EAU15: The Spanish angle: Urological problems of Charles II (1661-1700)

Tue, 24 Mar 2015

In addition to the poster sessions, in which research into the history of our field were presented, a special, in-depth “Hispanic Urological Tales” session took place on Saturday, 21 March. Three presentations were given in the space of an hour, each highlighting a different national urological topic.

Prof. Remigio Vela Navarrete (ES) looked at the discovery and spread of syphilis, in the New World and in Europe in the early 16th Century. Prof. Schultheiss (DE), EAU History Office Chairman, discussed the hypersexuality that is evident in the works of Pablo Picasso. What emerged was a changing perspective of the artist; from participant in erotic scenes to being a spectator in his later years.

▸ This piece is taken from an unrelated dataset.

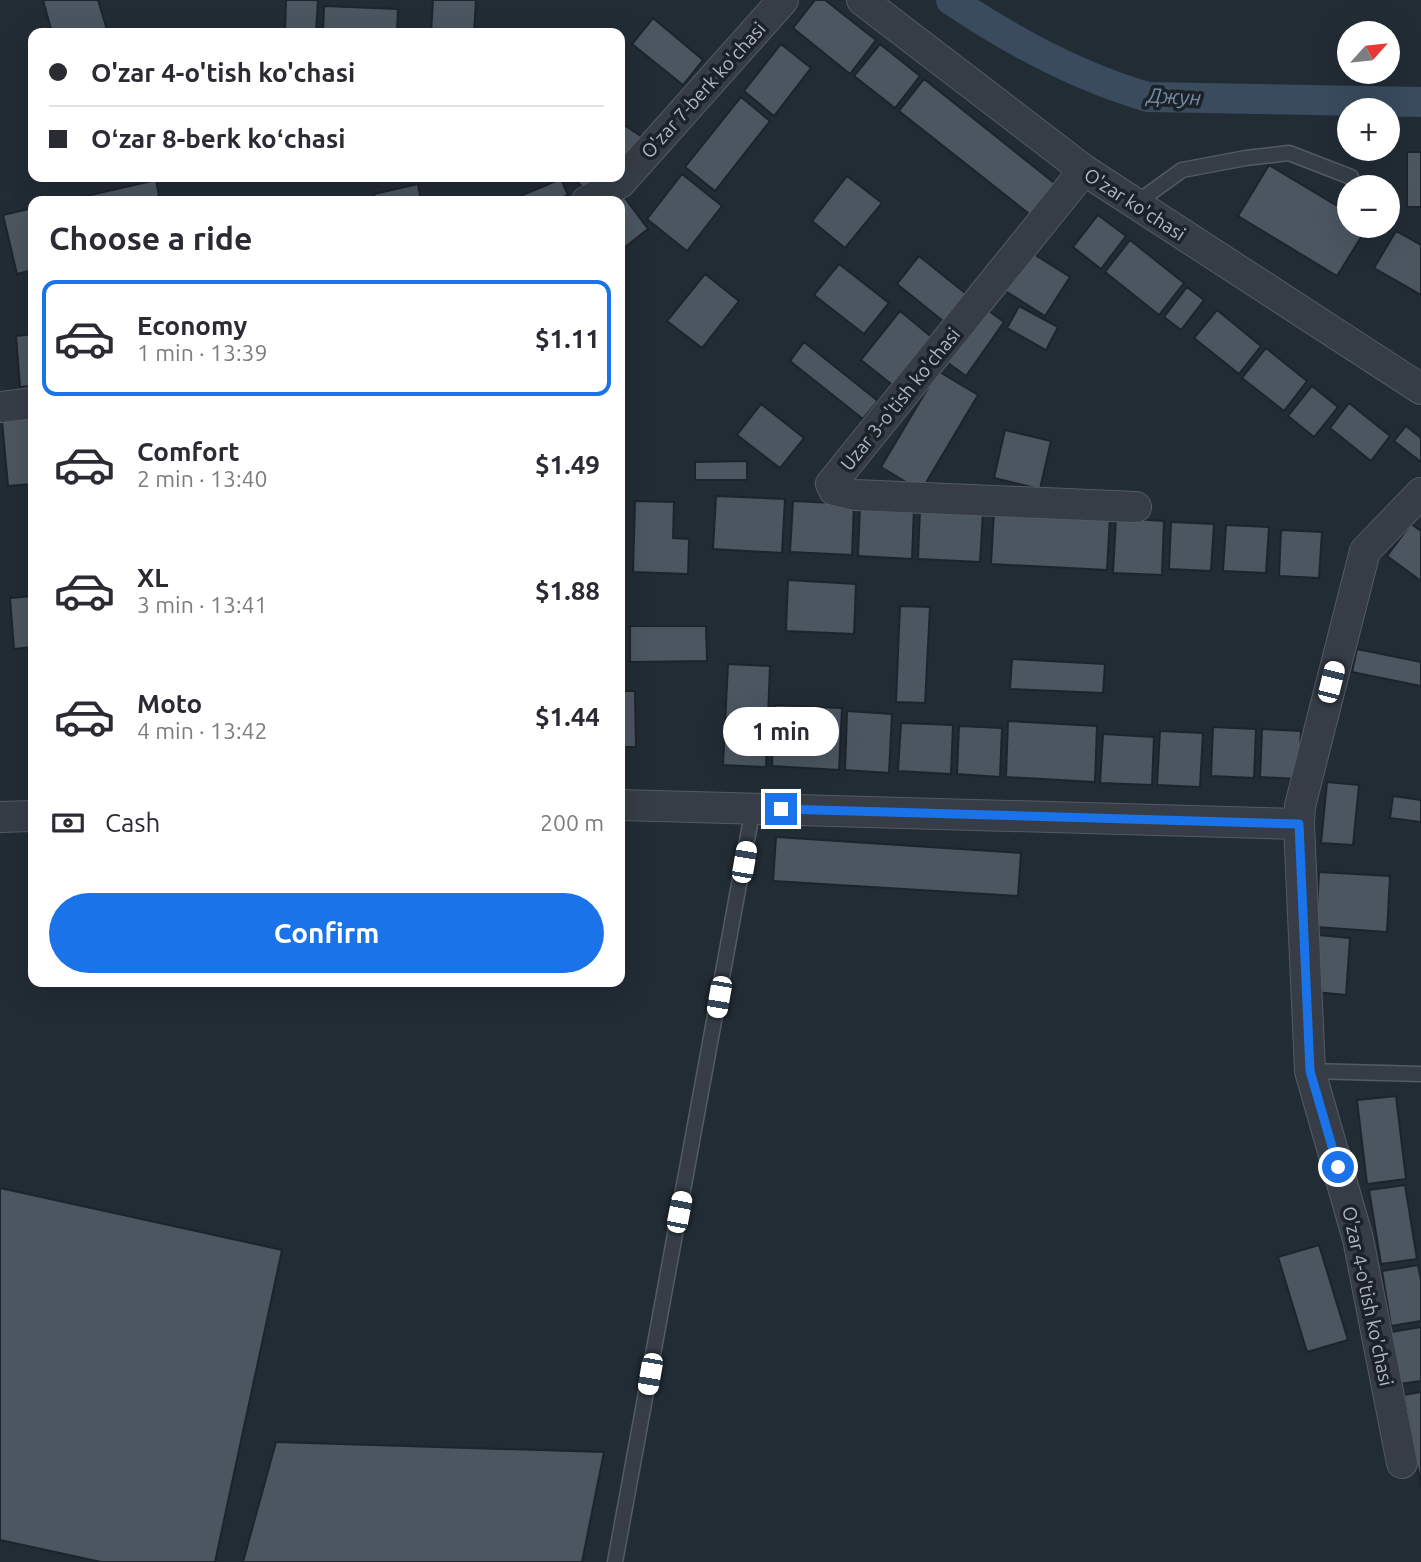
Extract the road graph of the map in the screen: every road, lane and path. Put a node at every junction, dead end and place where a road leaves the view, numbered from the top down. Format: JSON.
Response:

It was perhaps the presentation of Prof. Philip Van Kerrebroeck (NL) that raised the most eyebrows among the audience. Instructed to speak on the “urological problems in Spanish Royalty”, Van Kerrebroeck began with some trepidation in a room full of historically-minded Spaniards.

Charles II

Beginning with a general background on some of the Spanish dynasties of the Middle Ages, the focus soon lay on the extraordinary case of Charles II, the last and heirless Habsburg King of Spain. The result of several generations of royal inbreeding, Charles II was already born with several difficulties. Throughout his childhood he was extremely fragile and developmentally challenged. Intellectually stunted, his thirty-year rule was ineffective and dominated by the absence of heirs.

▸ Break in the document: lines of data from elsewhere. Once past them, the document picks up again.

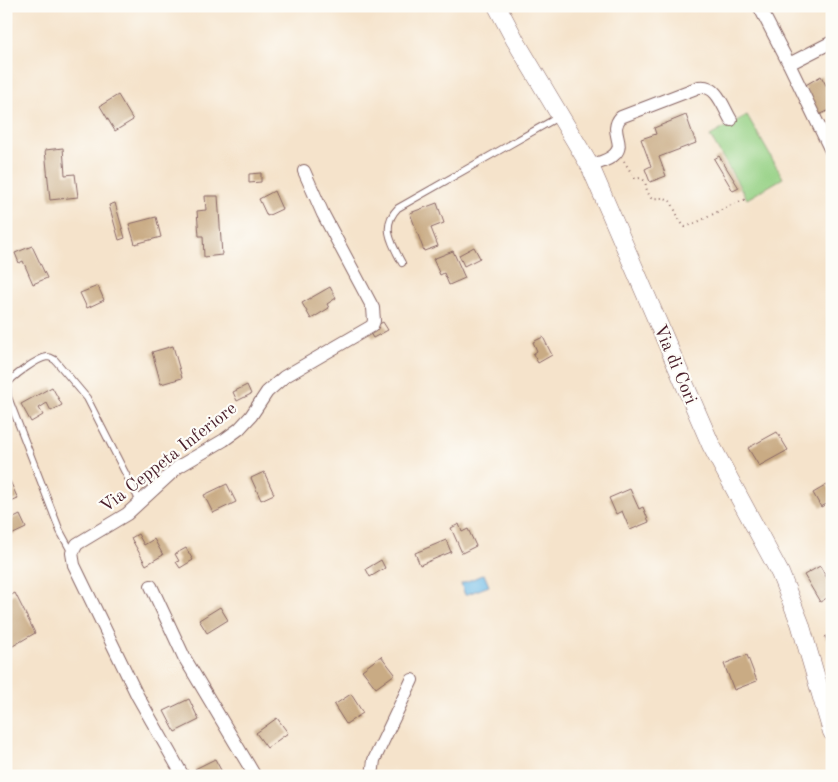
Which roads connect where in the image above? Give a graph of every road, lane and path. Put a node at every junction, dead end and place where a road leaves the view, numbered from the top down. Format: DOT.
graph roads {
  1 [pos="497,6"];
  2 [pos="759,6"];
  3 [pos="832,42"];
  4 [pos="789,64"];
  5 [pos="561,116"];
  6 [pos="731,120"];
  7 [pos="618,151"];
  8 [pos="832,153"];
  9 [pos="590,166"];
  10 [pos="304,171"];
  11 [pos="747,199"];
  12 [pos="402,263"];
  13 [pos="140,502"];
  14 [pos="72,553"];
  15 [pos="151,586"];
  16 [pos="412,680"];
  17 [pos="832,732"];
  18 [pos="183,776"];
  19 [pos="255,776"];
  20 [pos="372,776"];
  1 -- 5 [label="main road, Via di Cori"];
  2 -- 4 [label="street"];
  3 -- 4 [label="street"];
  4 -- 8 [label="street"];
  5 -- 9 [label="main road, Via di Cori"];
  5 -- 12 [label="lane"];
  6 -- 7 [label="street"];
  7 -- 9 [label="street"];
  7 -- 11 [label="path"];
  9 -- 17 [label="main road, Via di Cori"];
  10 -- 13 [label="street, Via Ceppeta Inferiore"];
  13 -- 14 [label="street, Via Ceppeta Inferiore"];
  13 -- 14 [label="lane"];
  14 -- 18 [label="street"];
  15 -- 19 [label="street"];
  16 -- 20 [label="street"];
}
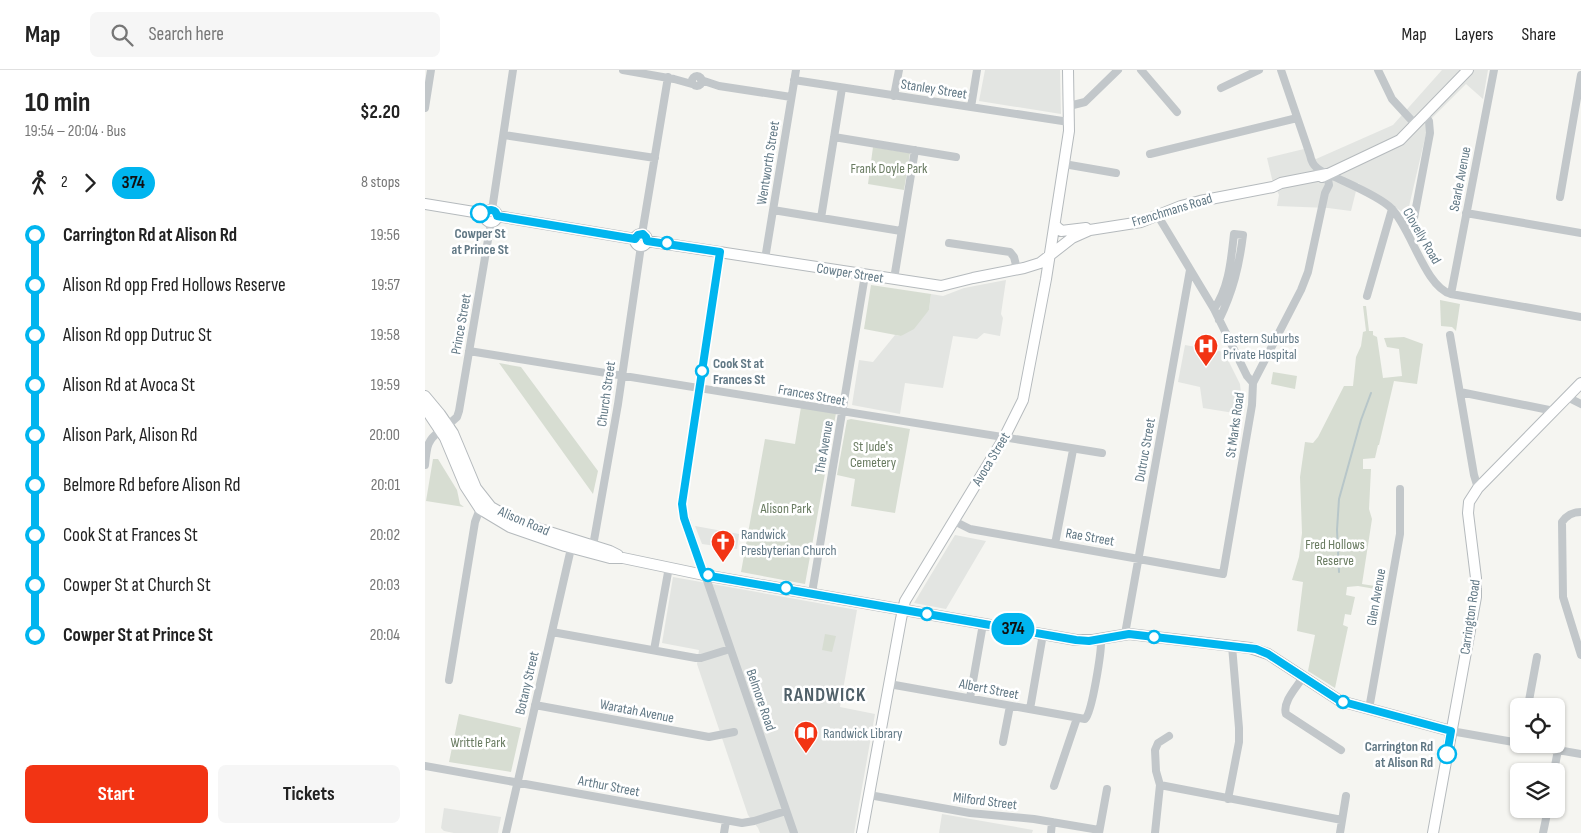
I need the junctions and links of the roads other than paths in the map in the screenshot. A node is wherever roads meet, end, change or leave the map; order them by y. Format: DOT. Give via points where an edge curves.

Despite being married twice, Charles II produced no offspring. After his death, just short of his fortieth birthday, a rudimentary autopsy was performed, with the following results: “a very small heart, lungs corroded, intestines putrefactive and gangrenous, three large stones in the [!] kidney, a single testicle black as coal, and his head full of water.”

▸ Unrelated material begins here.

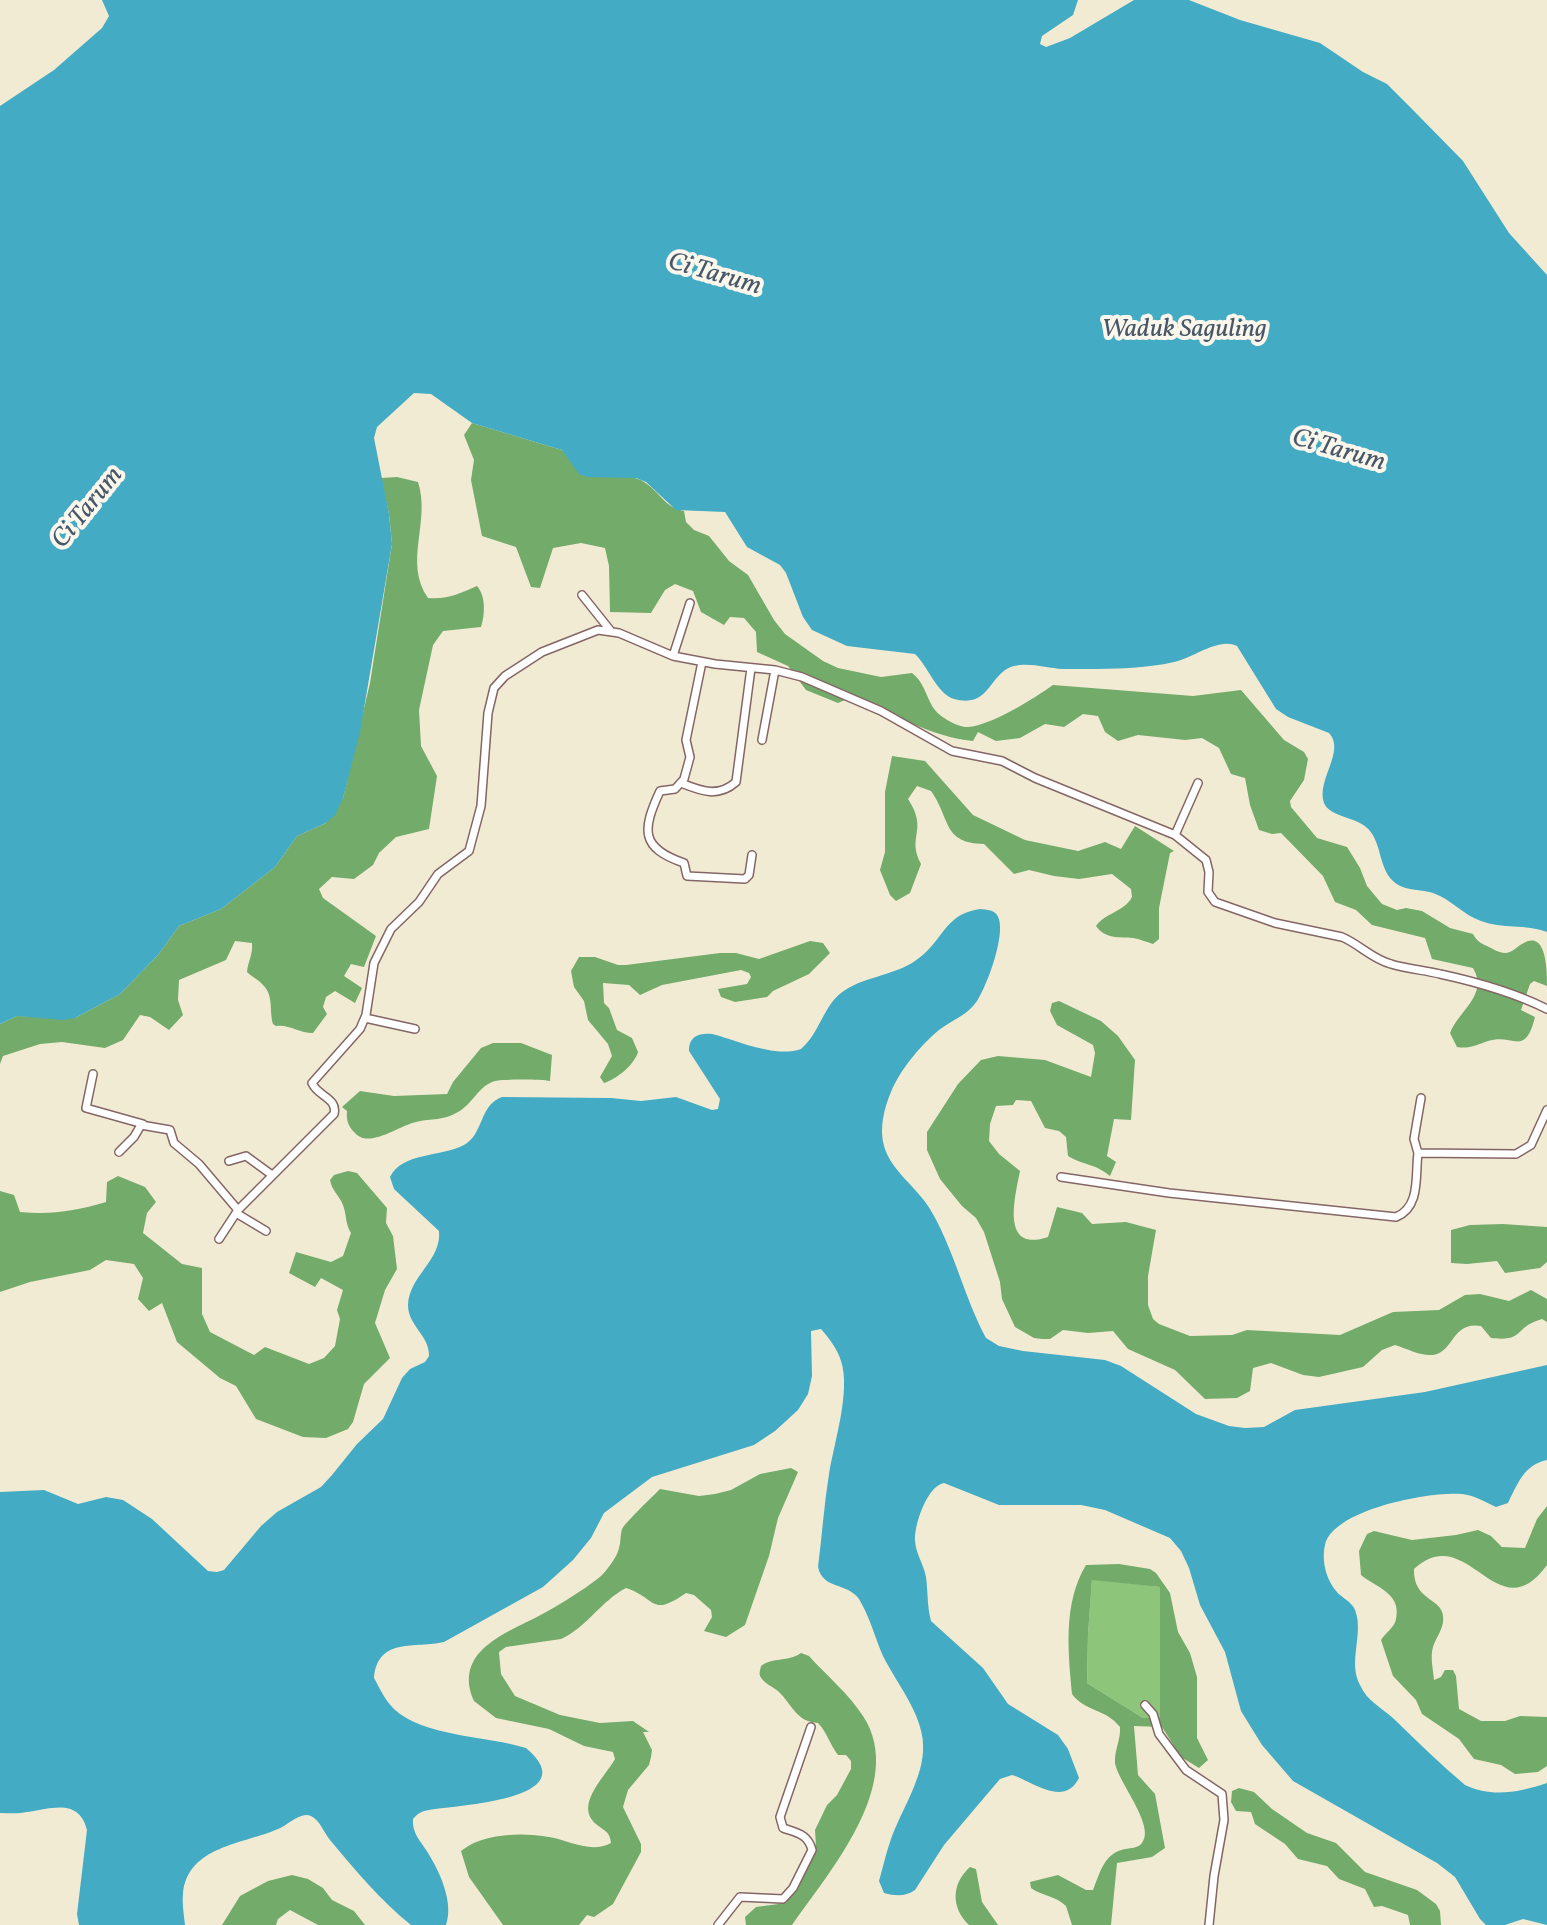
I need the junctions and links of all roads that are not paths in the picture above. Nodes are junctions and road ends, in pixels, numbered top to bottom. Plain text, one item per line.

Prof. Van Kerrebroeck used this description to paint a clinical picture: “We can conclude that Carlos suffered from posterior hypospadias, monorchism and an atrophic testicle. He probably had an intersexual state with ambiguous genitalia, and a congenital monokidney with stones and infections.”

Physical phenotype

Van Kerrebroeck postulated that Charles’s condition tended towards true hermaphroditism, though he was most probably XX male. He gave several possible diagnoses:

  • Klinefelter syndrome: which includes small testicles and a short penis, 47-XY/47-XXY.
  • Fragile X syndrome: a cause of 30% mental retardation, a long face, prominent ears and macrophelia, joint slackness, hyperextensibility and muscular hypotonia.
  • True hermaphroditism: expression of ovarian and testicular tissue, most commonly 46-XX/46-XY/47-XXY mosaicism, an intra-abdominal ovary (unconfirmed in the case of Charles II), cryptorchid testicle, hypospadias.
  • Sexual Inversion: male phenotype, XX karyotype with anomalous translocation of Y to X.Small size, ambiguous genitalia, hypospadias and testicular atrophy.

Prof. Van Kerrebroeck concluded that a combination of sexual inversion and fragile X was the most likely correct diagnosis, yielding the extraordinary symptoms that Charles II suffered with his entire life.